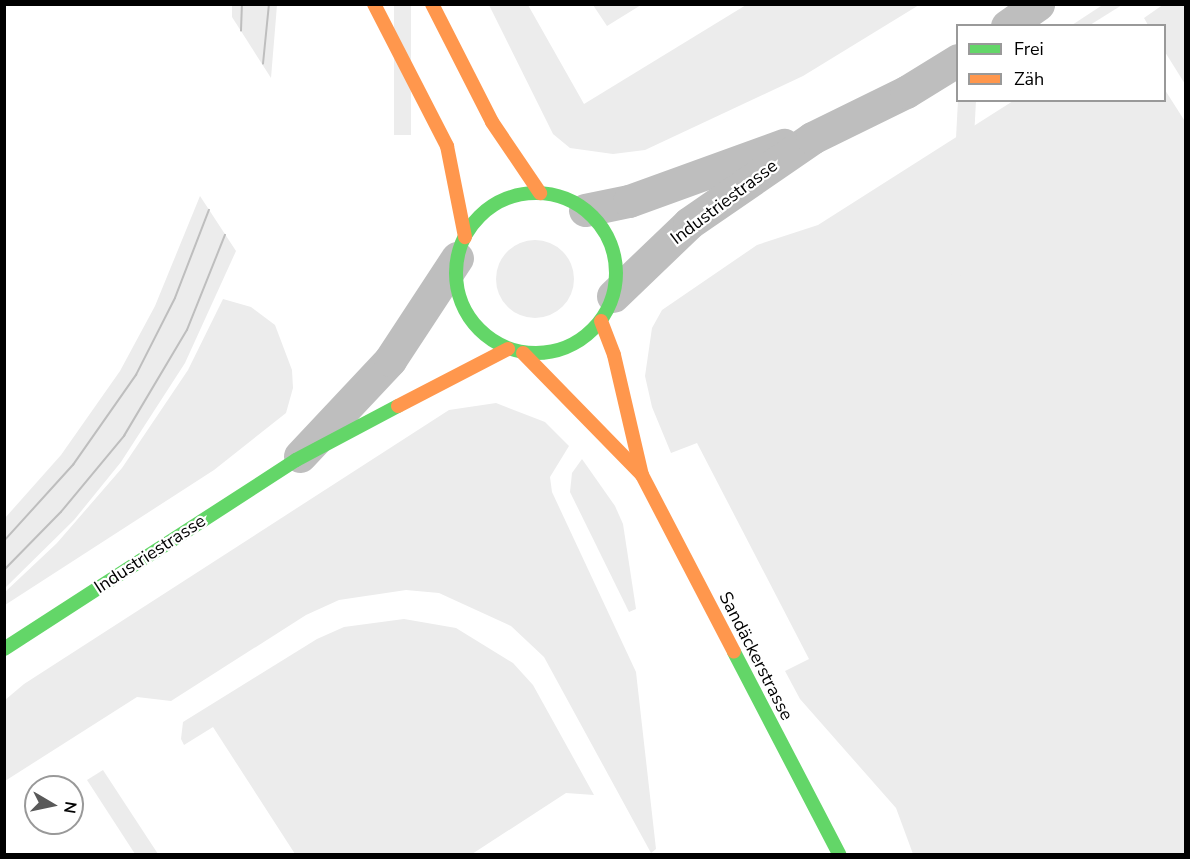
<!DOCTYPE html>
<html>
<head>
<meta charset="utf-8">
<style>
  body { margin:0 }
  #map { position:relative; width:1190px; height:859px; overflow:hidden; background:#fff; font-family:"Nunito Sans",sans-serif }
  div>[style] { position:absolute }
  .green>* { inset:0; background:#ececec; transform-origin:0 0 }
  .round { border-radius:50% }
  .street>* { height:33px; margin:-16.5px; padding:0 16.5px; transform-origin:16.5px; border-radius:16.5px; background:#bebebe }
  .fast>* { height:14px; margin:-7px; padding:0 7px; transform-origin:7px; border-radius:7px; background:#63d668 }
  .fast>.ring { margin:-7px; padding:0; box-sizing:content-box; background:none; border:14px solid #63d668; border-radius:50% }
  .slow>* { height:14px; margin:-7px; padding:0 7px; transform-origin:7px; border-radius:7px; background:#ff974d }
  .tram>* { height:1.5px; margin:-0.75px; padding:0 0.75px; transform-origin:0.75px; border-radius:0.75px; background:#bebebe }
  span { translate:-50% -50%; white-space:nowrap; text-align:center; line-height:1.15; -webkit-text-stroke:4.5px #fff; paint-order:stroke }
  .street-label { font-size:18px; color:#000 }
  .frame { position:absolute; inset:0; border:6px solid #000; pointer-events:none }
  .legend { position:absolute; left:956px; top:24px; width:210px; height:78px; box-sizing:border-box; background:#fff; border:2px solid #999; margin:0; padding:8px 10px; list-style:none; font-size:18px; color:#000 }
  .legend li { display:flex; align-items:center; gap:12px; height:30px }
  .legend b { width:30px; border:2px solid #999 }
  .north { position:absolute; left:24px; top:775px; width:60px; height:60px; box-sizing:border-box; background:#fff; border:2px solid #999; border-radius:50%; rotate:99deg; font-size:16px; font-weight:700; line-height:24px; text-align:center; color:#000 }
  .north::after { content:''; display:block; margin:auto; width:21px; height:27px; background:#595959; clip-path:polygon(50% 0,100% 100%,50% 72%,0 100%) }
</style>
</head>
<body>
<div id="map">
  <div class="green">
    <i style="clip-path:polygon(1104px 4px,1122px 5px,1090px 25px,1072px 25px)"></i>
    <i style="clip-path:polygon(1164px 4px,1185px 5px,1185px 84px,1165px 52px,1164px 26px,1148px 25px,1144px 18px)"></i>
    <i style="clip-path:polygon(232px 5px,277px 5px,271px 78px,232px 17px)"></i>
    <i style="left:394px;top:5px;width:17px;height:130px"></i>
    <i style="clip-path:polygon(489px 5px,528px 5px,584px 104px,746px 5px,919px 5px,803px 76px,645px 150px,613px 154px,570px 148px,553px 134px)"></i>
    <i style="clip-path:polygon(593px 5px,641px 5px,607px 26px)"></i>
    <i style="clip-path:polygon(1165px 90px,1186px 123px,1185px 854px,913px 854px,896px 808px,800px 699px,785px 671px,809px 659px,697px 443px,671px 453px,652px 407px,645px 376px,652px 328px,662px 310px,757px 245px,818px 225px,1013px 101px,1164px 100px)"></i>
    <i style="left:958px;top:100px;width:18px;height:175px;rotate:3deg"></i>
    <i style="clip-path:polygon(200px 196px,236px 251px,185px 363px,121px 462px,74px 520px,5px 588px,5px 518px,61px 455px,120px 371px,155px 306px)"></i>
    <i class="round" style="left:496px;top:240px;width:78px;height:78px"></i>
    <i style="clip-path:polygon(223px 299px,251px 307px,275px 325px,292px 370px,293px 388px,286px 413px,214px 470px,5px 605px,5px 592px,57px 543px,122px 468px,188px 370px)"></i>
    <i style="clip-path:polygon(496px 403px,545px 422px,569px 446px,550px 477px,552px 492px,636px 672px,656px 849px,651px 853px,544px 657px,511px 626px,439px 593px,406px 590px,339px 600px,306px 615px,171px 701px,137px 697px,5px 781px,5px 700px,24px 684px,449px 410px)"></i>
    <i style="clip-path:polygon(582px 459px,615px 506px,623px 524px,636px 609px,629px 612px,570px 492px,572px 473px)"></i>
    <i style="clip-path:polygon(404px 619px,456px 628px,513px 663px,533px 685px,594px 795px,566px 793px,472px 854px,295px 854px,213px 727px,184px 745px,181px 739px,183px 722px,317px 639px,344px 627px)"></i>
    <i style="clip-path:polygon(103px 770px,158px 854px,135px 854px,87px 780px)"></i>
  </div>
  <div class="street">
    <i style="left:1007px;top:26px;width:38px;rotate:-35deg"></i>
    <i style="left:585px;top:210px;width:45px;rotate:-11.6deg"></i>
    <i style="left:629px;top:201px;width:165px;rotate:-19.9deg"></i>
    <i style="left:613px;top:296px;width:105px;rotate:-43.8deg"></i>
    <i style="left:689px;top:223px;width:150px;rotate:-34.6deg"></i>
    <i style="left:812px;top:138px;width:105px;rotate:-26.1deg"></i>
    <i style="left:906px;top:92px;width:61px;rotate:-31.6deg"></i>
    <i style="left:300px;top:456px;width:132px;rotate:-46.8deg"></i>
    <i style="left:390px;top:360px;width:122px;rotate:-56.7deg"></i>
  </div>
  <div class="fast">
    <i class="ring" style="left:456px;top:193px;width:146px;height:146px"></i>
    <i style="left:4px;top:649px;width:348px;rotate:-32.9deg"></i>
    <i style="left:296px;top:460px;width:115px;rotate:-27.9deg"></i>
    <i style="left:734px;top:652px;width:228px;rotate:62.5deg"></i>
  </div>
  <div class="slow">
    <i style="left:374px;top:4px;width:160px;rotate:62.8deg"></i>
    <i style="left:447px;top:146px;width:93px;rotate:78.8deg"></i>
    <i style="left:432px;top:4px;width:132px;rotate:63deg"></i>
    <i style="left:492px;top:122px;width:86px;rotate:55.9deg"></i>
    <i style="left:601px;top:321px;width:36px;rotate:69deg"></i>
    <i style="left:614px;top:355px;width:123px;rotate:76.9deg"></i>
    <i style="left:642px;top:475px;width:199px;rotate:62.5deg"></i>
    <i style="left:523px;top:353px;width:170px;rotate:45.7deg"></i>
    <i style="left:398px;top:406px;width:124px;rotate:-27.4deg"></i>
  </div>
  <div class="tram">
    <i style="left:241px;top:31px;width:27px;rotate:-88deg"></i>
    <i style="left:263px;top:64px;width:60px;rotate:-84.3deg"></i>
    <i style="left:4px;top:541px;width:103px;rotate:-47.8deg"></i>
    <i style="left:73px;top:465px;width:110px;rotate:-55deg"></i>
    <i style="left:136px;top:375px;width:86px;rotate:-63.1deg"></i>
    <i style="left:175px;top:298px;width:94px;rotate:-68.9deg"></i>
    <i style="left:4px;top:570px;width:81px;rotate:-45.5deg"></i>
    <i style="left:61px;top:512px;width:99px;rotate:-50.3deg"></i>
    <i style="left:124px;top:436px;width:123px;rotate:-59.3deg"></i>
    <i style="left:187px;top:330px;width:102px;rotate:-68.2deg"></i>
  </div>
  <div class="street-label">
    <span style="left:724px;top:202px;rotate:-37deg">Industriestrasse</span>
    <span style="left:150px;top:554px;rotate:-33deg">Industriestrasse</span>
    <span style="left:756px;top:656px;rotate:63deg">Sandäckerstrasse</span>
  </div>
  <div class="frame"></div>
  <ul class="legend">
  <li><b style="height:8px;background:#63d668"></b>Frei</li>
  <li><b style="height:8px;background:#ff974d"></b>Zäh</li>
  </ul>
  <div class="north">N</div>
</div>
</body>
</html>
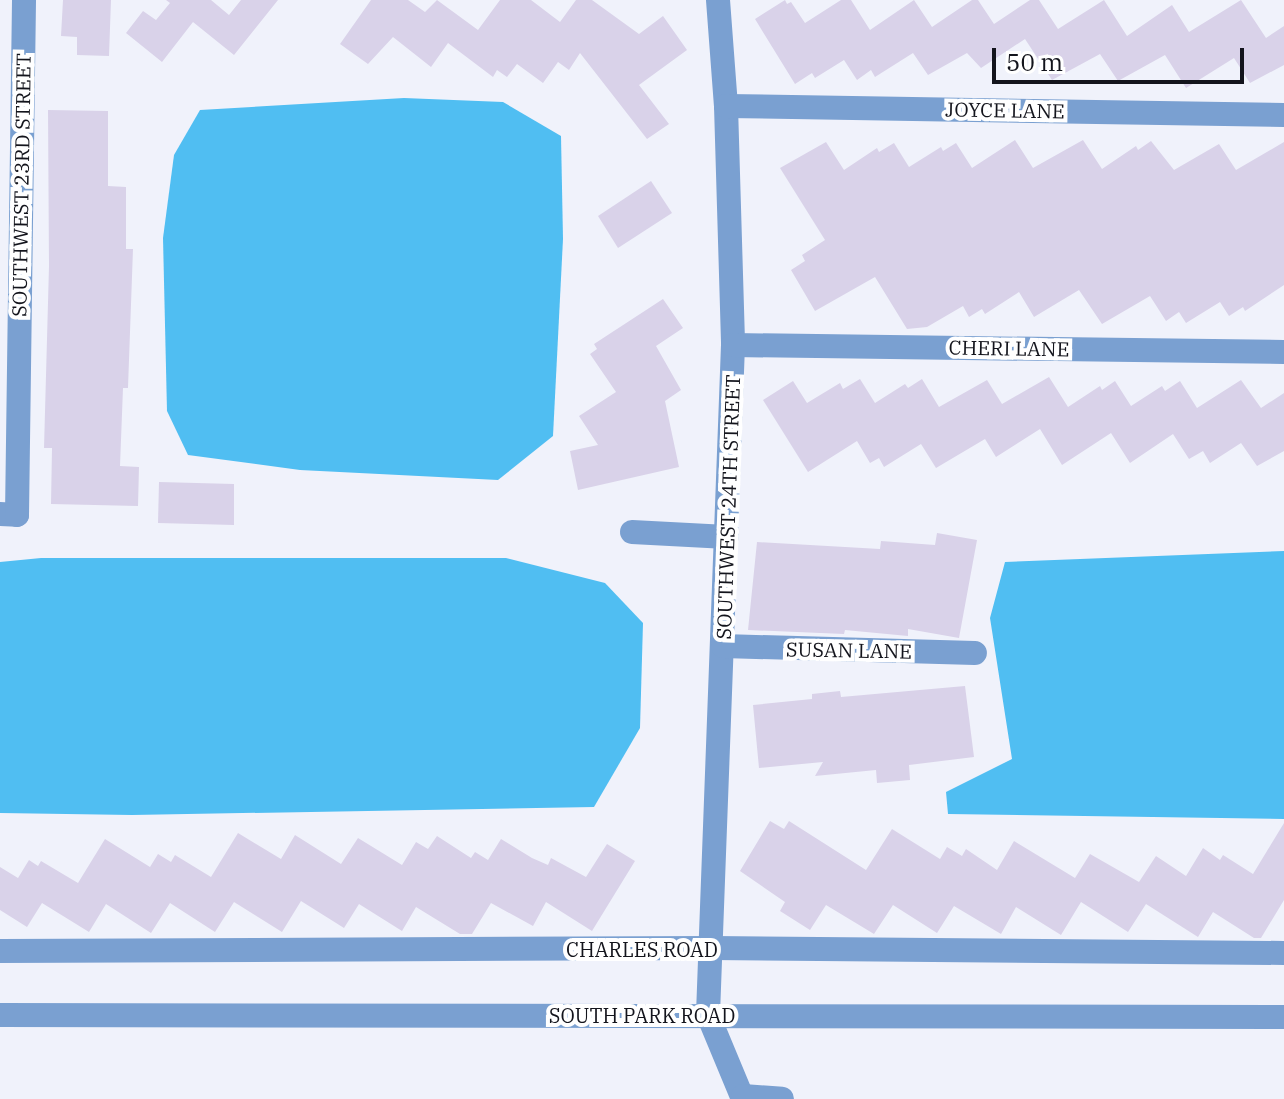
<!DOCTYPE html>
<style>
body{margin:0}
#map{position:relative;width:1284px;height:1099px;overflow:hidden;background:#f0f2fb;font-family:"IBM Plex Serif",serif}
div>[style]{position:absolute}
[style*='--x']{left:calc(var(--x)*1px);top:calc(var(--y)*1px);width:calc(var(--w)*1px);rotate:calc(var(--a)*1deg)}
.water>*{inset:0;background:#50bef2}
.building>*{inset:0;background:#d9d2e9}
.minor>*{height:24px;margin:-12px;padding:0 12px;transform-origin:12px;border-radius:12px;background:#7aa0d1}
span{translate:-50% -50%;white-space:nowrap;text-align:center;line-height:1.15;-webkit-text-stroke:8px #fff;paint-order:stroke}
.street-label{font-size:20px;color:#13141c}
.scale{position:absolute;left:992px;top:48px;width:252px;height:36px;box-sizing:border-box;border:4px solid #13141c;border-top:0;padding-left:10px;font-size:24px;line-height:28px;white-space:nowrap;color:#13141c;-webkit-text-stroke:6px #fff;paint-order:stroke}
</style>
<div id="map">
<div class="water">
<div style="clip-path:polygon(404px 98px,503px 102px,561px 136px,563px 239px,553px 436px,498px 480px,300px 470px,188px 455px,167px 411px,163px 238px,174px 155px,200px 110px)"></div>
<div style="clip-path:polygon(1284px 551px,1284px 819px,948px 814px,946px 792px,1012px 759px,990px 618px,1005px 562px)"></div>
<div style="clip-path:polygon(41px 558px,506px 558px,605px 583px,643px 623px,640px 728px,594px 807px,132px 815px,0 813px,0 562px)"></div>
</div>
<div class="building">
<div style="clip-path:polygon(63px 0,111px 0,109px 56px,77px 55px,77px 37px,61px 36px)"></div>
<div style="clip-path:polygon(166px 0,211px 0,229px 15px,241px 0,278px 0,234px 55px,193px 22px,162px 62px,126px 33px,143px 11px,156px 20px,170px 3px)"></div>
<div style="clip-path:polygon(371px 0,408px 0,425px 12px,437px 0,478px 30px,500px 0,531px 0,560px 22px,576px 0,592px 0,639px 34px,663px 16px,687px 50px,639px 85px,669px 124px,647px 139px,580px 53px,569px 70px,558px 62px,543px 83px,517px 64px,507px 77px,497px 70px,493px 77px,448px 43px,431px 67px,393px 37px,368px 64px,340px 44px)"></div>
<div style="clip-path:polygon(785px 0,787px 4px,791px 2px,805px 23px,841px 0,851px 0,870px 30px,914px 0,932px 27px,972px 0,978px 0,994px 24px,1030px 0,1039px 0,1058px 29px,1104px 0,1127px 36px,1172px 5px,1189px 32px,1241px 0,1266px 38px,1284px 26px,1284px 65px,1250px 83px,1234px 58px,1186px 88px,1165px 55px,1118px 81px,1100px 54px,1052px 80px,1025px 39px,981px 68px,967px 53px,928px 75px,913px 53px,875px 77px,871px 70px,857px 80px,844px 60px,815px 78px,812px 73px,795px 84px,755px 19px)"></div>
<div style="clip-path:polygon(48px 110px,108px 111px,108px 186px,126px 187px,126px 249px,133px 249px,128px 388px,123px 388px,120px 466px,139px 467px,138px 506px,51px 504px,52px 448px,44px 448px,49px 266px)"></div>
<div style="clip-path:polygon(1015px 140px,1033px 168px,1083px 140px,1102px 169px,1136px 146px,1138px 150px,1151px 141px,1174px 170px,1219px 144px,1236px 170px,1284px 142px,1284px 285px,1245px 311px,1243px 307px,1229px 316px,1220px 302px,1186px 323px,1179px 312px,1166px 321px,1150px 296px,1102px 324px,1079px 290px,1034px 317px,1019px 292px,985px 314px,982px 309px,969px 317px,963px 306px,927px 327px,907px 329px,875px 277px,815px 311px,791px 270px,805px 261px,802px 255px,825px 240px,780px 168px,826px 142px,844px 170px,877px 148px,879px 152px,894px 143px,909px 167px,941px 147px,943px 151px,956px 143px,972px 168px)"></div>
<div style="clip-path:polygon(651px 181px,672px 213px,618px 248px,598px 216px)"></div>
<div style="clip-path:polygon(663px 299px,683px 328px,656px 346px,681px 390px,665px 401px,679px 467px,578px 490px,570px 451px,598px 445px,579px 416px,616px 392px,590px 354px,597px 349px,594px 344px)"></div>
<div style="clip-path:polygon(1049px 377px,1068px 407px,1100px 386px,1102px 390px,1115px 381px,1131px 406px,1162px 386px,1165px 391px,1180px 381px,1197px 408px,1241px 380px,1261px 408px,1284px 393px,1284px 451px,1257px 466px,1241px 443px,1210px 463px,1203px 451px,1189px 459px,1173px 434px,1130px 463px,1111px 433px,1062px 465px,1040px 429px,996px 457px,985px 439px,936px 468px,921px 444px,884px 467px,879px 458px,870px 463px,857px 441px,808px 472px,763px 400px,793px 381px,807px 403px,840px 383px,843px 389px,860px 379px,875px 403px,905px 384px,908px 388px,922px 379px,939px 407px,987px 380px,1002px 404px)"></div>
<div style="clip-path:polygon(159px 482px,234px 484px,234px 525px,158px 523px)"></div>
<div style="clip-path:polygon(937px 533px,977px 540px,959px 638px,908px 629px,908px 636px,845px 630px,844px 634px,748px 630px,757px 542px,880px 549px,881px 541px,935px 545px)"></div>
<div style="clip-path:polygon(965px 686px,974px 757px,909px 765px,910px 780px,877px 783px,876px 770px,815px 776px,823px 762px,759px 768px,753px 705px,812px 699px,812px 694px,840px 691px,841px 697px)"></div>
<div style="clip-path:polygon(770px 821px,784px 829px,789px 821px,866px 870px,892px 829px,940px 859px,947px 847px,962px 856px,966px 849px,997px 870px,1014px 841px,1075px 878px,1090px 854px,1139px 882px,1156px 856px,1186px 876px,1203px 848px,1220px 860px,1223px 855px,1253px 874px,1284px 823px,1284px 900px,1261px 938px,1254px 938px,1213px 912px,1198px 937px,1146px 904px,1128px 932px,1081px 902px,1061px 935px,1016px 907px,1001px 934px,954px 906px,937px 933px,893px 905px,874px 934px,826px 905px,810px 930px,780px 911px,785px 902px,740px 871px)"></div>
<div style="clip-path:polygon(238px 833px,281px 859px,295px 835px,341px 864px,358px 838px,402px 865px,416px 842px,428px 849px,437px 836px,471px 858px,475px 852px,488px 860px,501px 839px,532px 858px,548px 865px,551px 858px,586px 877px,607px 844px,635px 861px,592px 931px,546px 902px,533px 926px,491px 903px,472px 934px,460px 934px,416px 907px,402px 931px,359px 904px,344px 928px,301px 901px,282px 932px,234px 902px,215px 932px,170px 903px,151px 933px,106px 904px,89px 932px,42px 903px,27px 927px,0 910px,0 867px,18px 878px,29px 860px,38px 866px,41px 861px,78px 883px,105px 839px,150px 867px,158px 854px,171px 862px,175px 855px,211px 877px)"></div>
</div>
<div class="minor">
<div style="--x:718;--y:0;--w:106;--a:85.7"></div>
<div style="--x:726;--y:106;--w:239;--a:88.3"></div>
<div style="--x:733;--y:345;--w:670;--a:92.14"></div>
<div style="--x:708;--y:1015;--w:91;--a:67.4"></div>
<div style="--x:726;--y:106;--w:558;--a:0.92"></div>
<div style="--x:733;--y:345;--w:551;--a:0.73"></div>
<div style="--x:0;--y:514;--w:17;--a:3"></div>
<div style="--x:17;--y:515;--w:515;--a:-89.22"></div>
<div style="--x:632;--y:532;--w:95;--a:3"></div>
<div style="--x:723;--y:646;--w:252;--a:1.6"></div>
<div style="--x:0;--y:951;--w:712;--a:-0.24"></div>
<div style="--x:712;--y:948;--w:572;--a:0.5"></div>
<div style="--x:0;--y:1015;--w:1284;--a:0.09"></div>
<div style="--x:743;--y:1096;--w:39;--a:4"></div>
</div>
<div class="street-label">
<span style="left:1005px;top:110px;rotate:1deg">JOYCE LANE</span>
<span style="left:21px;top:185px;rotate:-89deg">SOUTHWEST 23RD STREET</span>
<span style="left:1009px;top:348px;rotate:1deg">CHERI LANE</span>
<span style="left:728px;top:507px;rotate:-88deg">SOUTHWEST 24TH STREET</span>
<span style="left:849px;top:650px;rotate:1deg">SUSAN LANE</span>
<span style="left:642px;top:949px">CHARLES ROAD</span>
<span style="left:642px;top:1015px">SOUTH PARK ROAD</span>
</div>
<div class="scale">50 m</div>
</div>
───
* _Action item_: Each line holding "overflow" should be copied from the material above.

* _Exercise output_:
  #map { position:relative; width:1190px; height:859px; overflow:hidden; background:#fff; font-family:"Nunito Sans",sans-serif }
#map{position:relative;width:1284px;height:1099px;overflow:hidden;background:#f0f2fb;font-family:"IBM Plex Serif",serif}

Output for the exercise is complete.